Between those two nights were many tumbles, shuffles; Weber and Fields clogged in dime museums, warbled for sidewalk audiences, galooted in saloons for $2 a day and 3 beer checks, toured with variety troups. Pages of their jocular maudlinity fill the book.
Maudlinity came to be worth the incredible sum of $6,000 a week to them. They formed their own company.

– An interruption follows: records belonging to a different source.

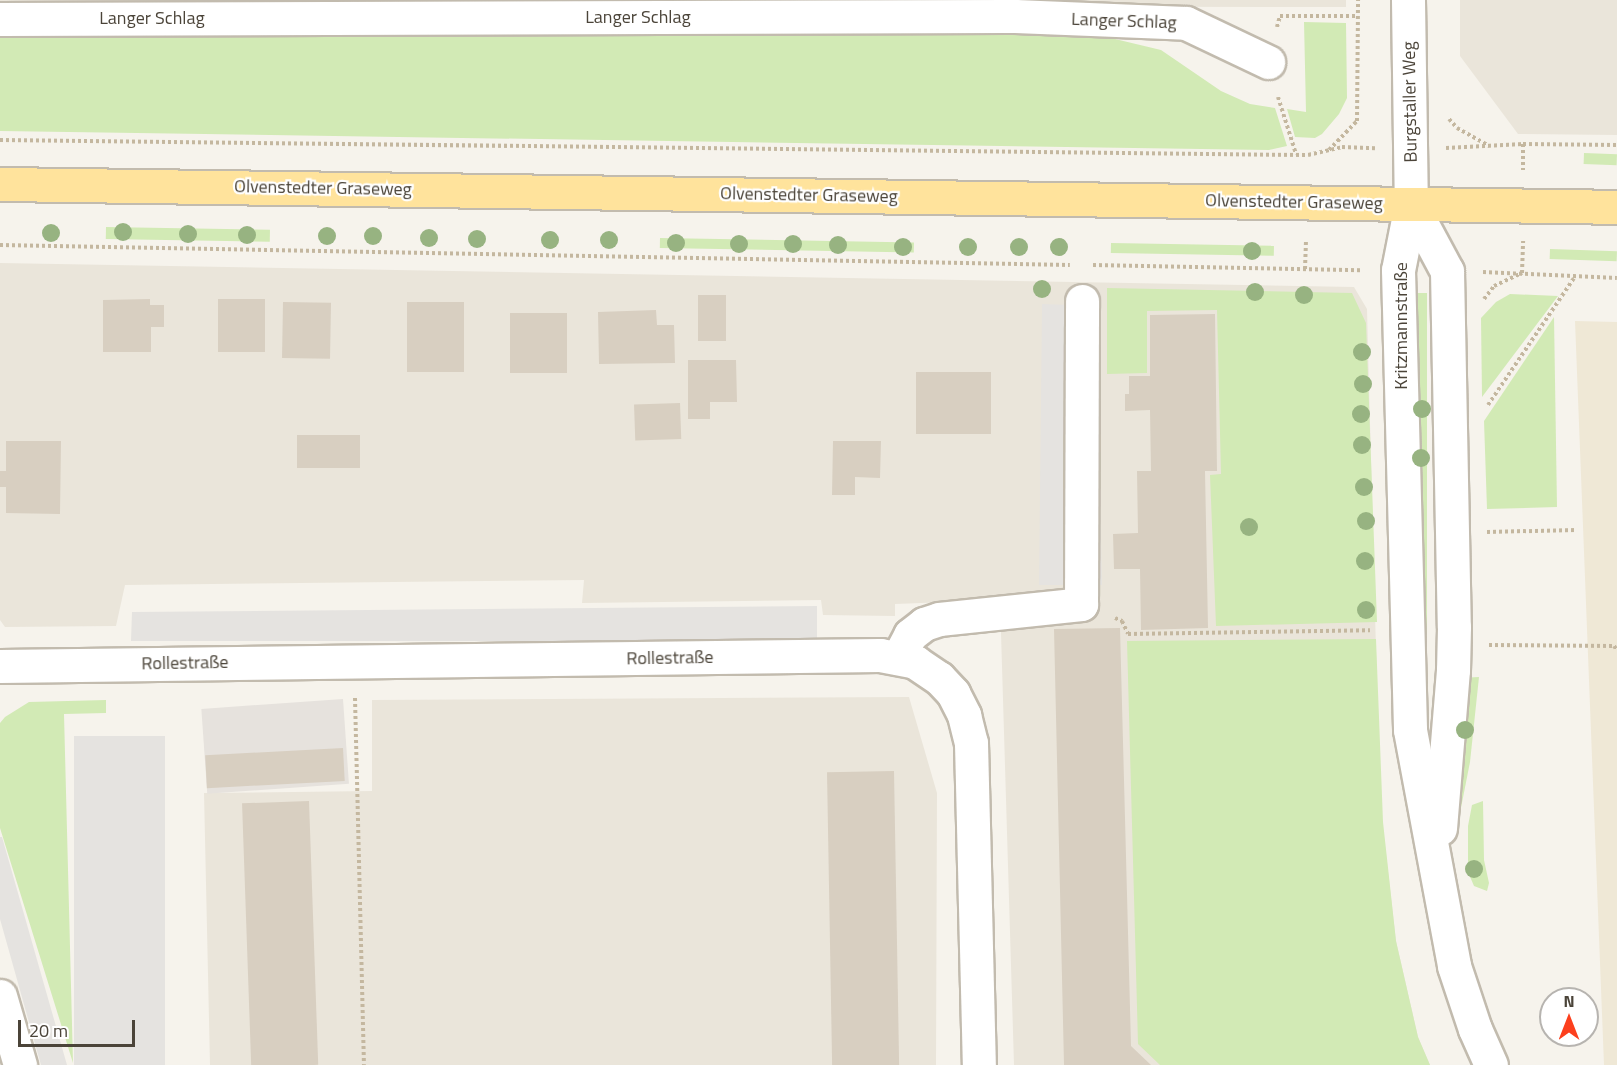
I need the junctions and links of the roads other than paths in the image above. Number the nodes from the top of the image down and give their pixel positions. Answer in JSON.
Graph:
{"nodes":[{"id":1,"x":1408,"y":0,"type":"edge"},
{"id":2,"x":0,"y":19,"type":"edge"},
{"id":3,"x":1268,"y":62,"type":"road end"},
{"id":4,"x":0,"y":184,"type":"edge"},
{"id":5,"x":1412,"y":204,"type":"junction"},
{"id":6,"x":1617,"y":207,"type":"edge"},
{"id":7,"x":1082,"y":301,"type":"dead end"},
{"id":8,"x":898,"y":658,"type":"junction"},
{"id":9,"x":0,"y":666,"type":"edge"},
{"id":10,"x":1437,"y":865,"type":"junction"},
{"id":11,"x":0,"y":996,"type":"edge"},
{"id":12,"x":20,"y":1065,"type":"edge"},
{"id":13,"x":978,"y":1065,"type":"edge"},
{"id":14,"x":1491,"y":1065,"type":"edge"}],
"edges":[{"from":1,"to":5,"type":"street","name":"Burgstaller Weg"},
{"from":2,"to":3,"type":"street","name":"Langer Schlag"},
{"from":4,"to":5,"type":"main road","name":"Olvenstedter Graseweg"},
{"from":5,"to":6,"type":"main road","name":"Olvenstedter Graseweg"},
{"from":5,"to":10,"type":"street","name":"Kritzmannstraße"},
{"from":5,"to":10,"type":"street","name":"Kritzmannstraße"},
{"from":7,"to":8,"type":"street"},
{"from":8,"to":9,"type":"street","name":"Rollestraße"},
{"from":8,"to":13,"type":"street","name":"Rollestraße"},
{"from":10,"to":14,"type":"street","name":"Kritzmannstraße"},
{"from":11,"to":12,"type":"street"}]}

Famed were its members: Peter F. Daily, "the quickest-witted man who ever wore grease-paint", who drank a quart of champagne and a quart of whiskey every evening in his dressing room; golden Lillian Russell who "broke 1,000 hearts a night" when she sang Rosie, you are my Posie; David Warfield, William Collier, Fay Templeton, De Wolf Hopper, Bessie McCoy, Frankie Bailey, Sam Bernard.
When Weber and Fields dissolved partnership in 1904, and the curtain, descending to the strains of Auld Lang Sync, ended the company's farewell performance, notables of society, stage, politics stood up in their chairs, weeping, shouting, refused to leave until Weber, until Fields, had responded.
"Speech!" they yelled.
Weber's voice carried only to the front rows.
"We can only say that we are sorry," he murmured.
"Fields!" they cried.
"I can only echo the sentiments of Mr. Weber," said the skinny Mr. Fields.
The Significance. Mr. Isman's narrative is like an old music-hall tune played on a street organ. On and on it jingles, sad and gay, the song of the lives of those two derbied, Semitic Pierrots who still posture sadly, gayly, under a calcium moon.
The Author. Mr. Felix Isman was once the business partner of Weber and Fields. With them he ran the Broadway Theatre, Manhattan, and produced many successes. They begged him to write this book about them. When it ran serially in the Saturday Evening Post, Wesley W. Stout was given credit as joint author. In the foreword Mr. Isman (an Elk, a Mason, now a realtor) thanks Mr. Stout for his assistance.